Exercise directions
What you return must be the lines of the data that hold the word "大業路一段".

(Dataset entries)
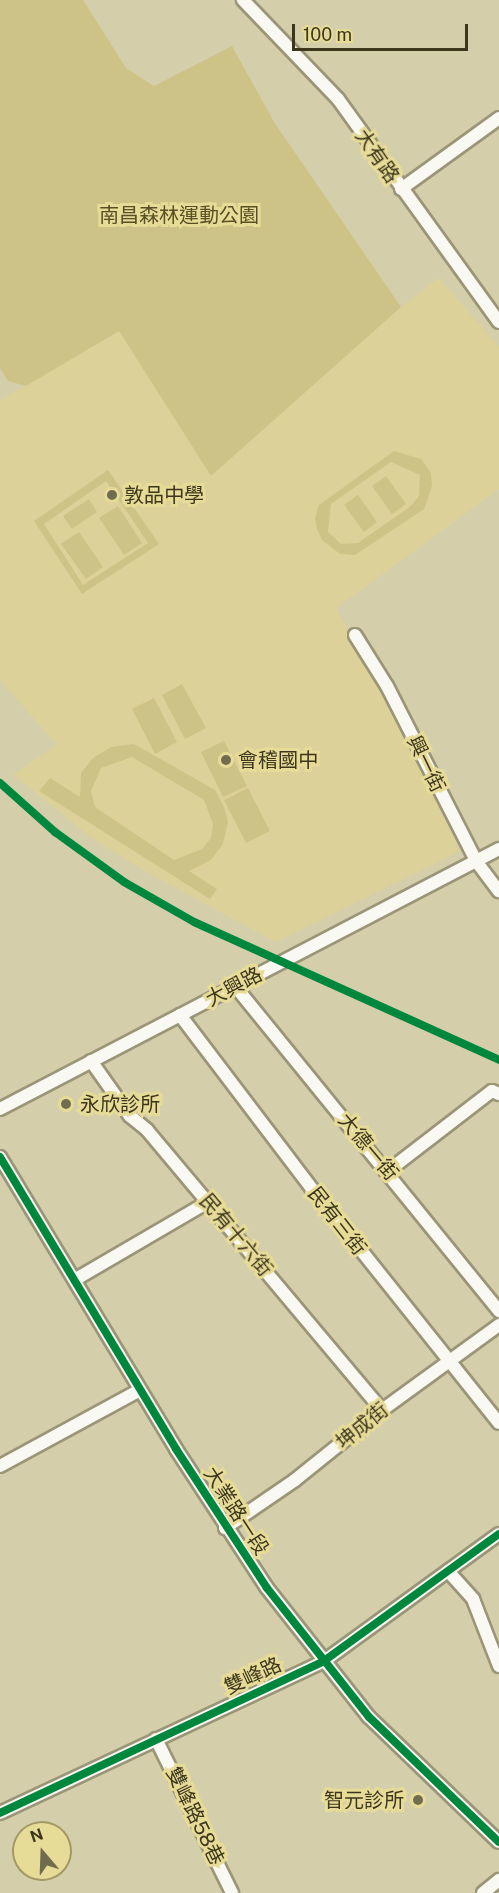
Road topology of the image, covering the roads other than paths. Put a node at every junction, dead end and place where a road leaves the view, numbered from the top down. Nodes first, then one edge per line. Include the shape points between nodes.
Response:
1 (243, 0) edge
2 (499, 118) edge
3 (401, 189) junction
4 (499, 322) edge
5 (355, 635) dead end
6 (499, 849) edge
7 (476, 861) junction
8 (499, 891) edge
9 (235, 986) junction
10 (180, 1015) junction
11 (91, 1061) junction
12 (499, 1094) edge
13 (0, 1109) edge
14 (0, 1156) edge
15 (388, 1172) junction
16 (208, 1202) junction
17 (76, 1279) junction
18 (499, 1311) edge
19 (499, 1325) edge
20 (448, 1361) junction
21 (140, 1390) junction
22 (382, 1410) junction
23 (499, 1423) edge
24 (0, 1466) edge
25 (225, 1528) junction
26 (499, 1534) edge
27 (448, 1571) junction
28 (324, 1662) junction
29 (499, 1666) edge
30 (156, 1739) junction
31 (0, 1813) edge
32 (499, 1842) edge
33 (499, 1880) edge
34 (232, 1893) edge
35 (483, 1893) edge

1 - 3 street, 大有路 via 338,99
2 - 3 street
3 - 4 street, 大有路
5 - 7 street, 興一街 via 387,686
6 - 7 street, 大興路
7 - 8 street, 興一街
7 - 9 street, 大興路
9 - 10 street, 大興路
9 - 15 street, 大德一街
10 - 11 street, 大興路
10 - 20 street, 民有三街
11 - 13 street, 大興路
11 - 16 street, 民有十六街 via 130,1116 147,1130
12 - 15 street via 492,1091
14 - 17 street, 大業路一段
15 - 18 street, 大德一街
16 - 17 street
16 - 22 street, 民有十六街
17 - 21 street, 大業路一段
19 - 20 street, 坤成街
20 - 22 street, 坤成街
20 - 23 street, 民有三街
21 - 24 street
21 - 25 street, 大業路一段
22 - 25 street, 坤成街 via 295,1480
25 - 28 street, 大業路一段
26 - 27 street, 雙峰路
27 - 28 street, 雙峰路
27 - 29 street via 473,1599
28 - 30 street, 雙峰路
28 - 32 street, 大業路一段 via 417,1766
30 - 31 street, 雙峰路
30 - 34 street, 雙峰路58巷
33 - 35 street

Solution below
14 - 17 street, 大業路一段
17 - 21 street, 大業路一段
21 - 25 street, 大業路一段
25 - 28 street, 大業路一段
28 - 32 street, 大業路一段 via 417,1766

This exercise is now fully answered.